Super Strong Muscle Boy

Mother and Son

I recently attended my youngest brother’s wedding. I’m not generally the tearing up type, at least when not pregnant. (If you’ve been pregnant, you know there’s no getting through the touching coffee commercials at Christmas without turning into a blubbering pile of sap. Please tell me it’s not just me. It’s okay to lie…just a little…just this once.)

When I saw my mother dancing the mother-son dance with my brother, the groom, I had a simultaneous flashback/flash-forward experience. (It’s similar to having a split personality juxtaposed on some inverted space-time continuum. Don’t try to figure it out. Nod and smile. Nod and smile.)

I remember when my little brother was, well, little, my darling little tag-along. Now he’s 6’4″ and married and living in NYC doing things like operating a power drill and buying his own groceries. He probably even has a job, although being a musician, I’m never entirely sure. When did he learn to tie his shoes?

And now I have another precious little tag-along, my own little man. He’s still shorter than I am. His power drill runs on batteries and only tickles when he drills his little sister’s forehead. He helps push the cart at the grocery store, which is still as exciting as getting a driver’s license, and his job is making his bed and cleaning the music room for a dollar a month. His musical opus is belting out “Do, a deer, a female deer,” and most of his shoes have velcro. He seems so…young, and the future seems so…distant. But I know better.

At the wedding, while my mother swayed across the floor in the arms of her youngest son, I saw myself in 20-some years dancing that dance as the mother of the groom and then the music ends and I hand those big brown eyes and intoxicating smile and spontaneous affections (not to mention the results of endless hours of training) over to his new bride. I would have hugged my little man a bit too tightly and not let him go had he been there, but he wasn’t, and I had to wait all too long to get back to him. When I did, he got an extra long squeeze and a handful of half-melted M&Ms I had saved especially for him. (They really do melt in your hands. Who knew?)

Too soon the little man in the toddler bed in my bedroom will be a husband, a father, a man, and I will be proud and pleased, but I will always miss the little person he is right now, my very own promise of how great a man can really be.

And I savor the moments and the memories and the words.

Words like these:

“My nickname is Super Fast Muscle Boy, but you can just call me Boy.”

I’ve been bragging about those muscles for four years now. Wow, can that boy carry groceries for his Mama. Won’t the future Mrs. Super Fast Muscle Boy love that?

And won’t she love His heavenly focus?

“God never has to knock on doors, Mommy, because God is everywhere!”

So true, my Boy. And yet, so many closed doors. Perhaps God will use him to open a few.

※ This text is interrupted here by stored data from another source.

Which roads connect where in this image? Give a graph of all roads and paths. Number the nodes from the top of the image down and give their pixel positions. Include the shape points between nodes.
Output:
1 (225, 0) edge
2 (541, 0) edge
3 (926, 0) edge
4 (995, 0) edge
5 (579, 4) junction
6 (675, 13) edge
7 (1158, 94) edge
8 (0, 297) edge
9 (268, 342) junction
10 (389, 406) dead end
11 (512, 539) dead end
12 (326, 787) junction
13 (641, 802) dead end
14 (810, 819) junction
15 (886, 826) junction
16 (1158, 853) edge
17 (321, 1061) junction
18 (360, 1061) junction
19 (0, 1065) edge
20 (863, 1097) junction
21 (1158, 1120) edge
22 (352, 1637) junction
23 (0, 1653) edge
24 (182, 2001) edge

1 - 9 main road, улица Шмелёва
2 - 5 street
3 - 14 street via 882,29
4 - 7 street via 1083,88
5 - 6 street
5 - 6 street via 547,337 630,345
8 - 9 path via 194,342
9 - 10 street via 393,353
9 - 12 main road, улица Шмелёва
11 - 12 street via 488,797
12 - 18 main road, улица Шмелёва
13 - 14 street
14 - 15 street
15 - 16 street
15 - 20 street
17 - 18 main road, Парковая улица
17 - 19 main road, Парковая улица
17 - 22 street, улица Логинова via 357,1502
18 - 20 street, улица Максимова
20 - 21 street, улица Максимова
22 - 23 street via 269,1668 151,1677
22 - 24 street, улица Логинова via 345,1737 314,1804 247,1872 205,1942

“I love God, and I love both my grown-ups. Do you love God, too? And do you love me, too?”

Do we ever! And forever!

I leave you with this little family adventure from a couple night’s past, brought to you by Super Fast Muscle Boy:

“Mommy, can you please help me get this popcorn kernel out of my nose?”

Sure, Super Fast But Slightly Short on Common Sense Muscle Boy. Anything for you!